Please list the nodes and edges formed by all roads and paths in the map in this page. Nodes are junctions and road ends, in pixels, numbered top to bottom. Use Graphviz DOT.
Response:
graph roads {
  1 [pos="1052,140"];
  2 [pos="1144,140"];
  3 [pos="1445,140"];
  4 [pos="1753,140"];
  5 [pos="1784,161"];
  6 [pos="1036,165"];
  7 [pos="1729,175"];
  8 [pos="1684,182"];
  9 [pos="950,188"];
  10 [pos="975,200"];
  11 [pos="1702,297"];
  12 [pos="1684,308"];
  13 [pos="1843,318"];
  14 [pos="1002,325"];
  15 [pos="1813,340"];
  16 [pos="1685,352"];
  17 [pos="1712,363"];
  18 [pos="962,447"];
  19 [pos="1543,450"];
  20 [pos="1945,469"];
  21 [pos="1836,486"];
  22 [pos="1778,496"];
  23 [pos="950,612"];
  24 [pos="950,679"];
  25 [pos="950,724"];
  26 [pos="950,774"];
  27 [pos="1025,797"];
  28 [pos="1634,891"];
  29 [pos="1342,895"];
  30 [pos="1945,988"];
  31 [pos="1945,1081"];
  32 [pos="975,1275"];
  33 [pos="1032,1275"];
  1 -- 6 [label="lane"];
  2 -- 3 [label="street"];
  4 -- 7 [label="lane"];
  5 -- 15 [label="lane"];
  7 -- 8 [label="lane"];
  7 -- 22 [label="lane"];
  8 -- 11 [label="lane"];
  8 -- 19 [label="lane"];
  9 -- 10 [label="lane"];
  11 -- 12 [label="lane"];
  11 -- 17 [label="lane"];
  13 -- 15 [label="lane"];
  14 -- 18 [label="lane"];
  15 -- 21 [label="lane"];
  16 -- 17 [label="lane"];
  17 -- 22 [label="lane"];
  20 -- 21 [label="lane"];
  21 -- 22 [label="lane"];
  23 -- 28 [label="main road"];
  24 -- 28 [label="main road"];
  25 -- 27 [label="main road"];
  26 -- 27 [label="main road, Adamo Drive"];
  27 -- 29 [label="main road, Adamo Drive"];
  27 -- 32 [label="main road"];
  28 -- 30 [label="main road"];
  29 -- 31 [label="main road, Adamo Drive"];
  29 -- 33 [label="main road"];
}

==*==

Would you transcribe every entry exactly, leaving nothing out?

Please list the nodes and edges formed by all roads and paths in the map in this page. Nodes are junctions and road ends, in pixels, numbered top to bottom. Use Graphviz DOT.
Response:
graph roads {
  1 [pos="1052,140"];
  2 [pos="1144,140"];
  3 [pos="1445,140"];
  4 [pos="1753,140"];
  5 [pos="1784,161"];
  6 [pos="1036,165"];
  7 [pos="1729,175"];
  8 [pos="1684,182"];
  9 [pos="950,188"];
  10 [pos="975,200"];
  11 [pos="1702,297"];
  12 [pos="1684,308"];
  13 [pos="1843,318"];
  14 [pos="1002,325"];
  15 [pos="1813,340"];
  16 [pos="1685,352"];
  17 [pos="1712,363"];
  18 [pos="962,447"];
  19 [pos="1543,450"];
  20 [pos="1945,469"];
  21 [pos="1836,486"];
  22 [pos="1778,496"];
  23 [pos="950,612"];
  24 [pos="950,679"];
  25 [pos="950,724"];
  26 [pos="950,774"];
  27 [pos="1025,797"];
  28 [pos="1634,891"];
  29 [pos="1342,895"];
  30 [pos="1945,988"];
  31 [pos="1945,1081"];
  32 [pos="975,1275"];
  33 [pos="1032,1275"];
  1 -- 6 [label="lane"];
  2 -- 3 [label="street"];
  4 -- 7 [label="lane"];
  5 -- 15 [label="lane"];
  7 -- 8 [label="lane"];
  7 -- 22 [label="lane"];
  8 -- 11 [label="lane"];
  8 -- 19 [label="lane"];
  9 -- 10 [label="lane"];
  11 -- 12 [label="lane"];
  11 -- 17 [label="lane"];
  13 -- 15 [label="lane"];
  14 -- 18 [label="lane"];
  15 -- 21 [label="lane"];
  16 -- 17 [label="lane"];
  17 -- 22 [label="lane"];
  20 -- 21 [label="lane"];
  21 -- 22 [label="lane"];
  23 -- 28 [label="main road"];
  24 -- 28 [label="main road"];
  25 -- 27 [label="main road"];
  26 -- 27 [label="main road, Adamo Drive"];
  27 -- 29 [label="main road, Adamo Drive"];
  27 -- 32 [label="main road"];
  28 -- 30 [label="main road"];
  29 -- 31 [label="main road, Adamo Drive"];
  29 -- 33 [label="main road"];
}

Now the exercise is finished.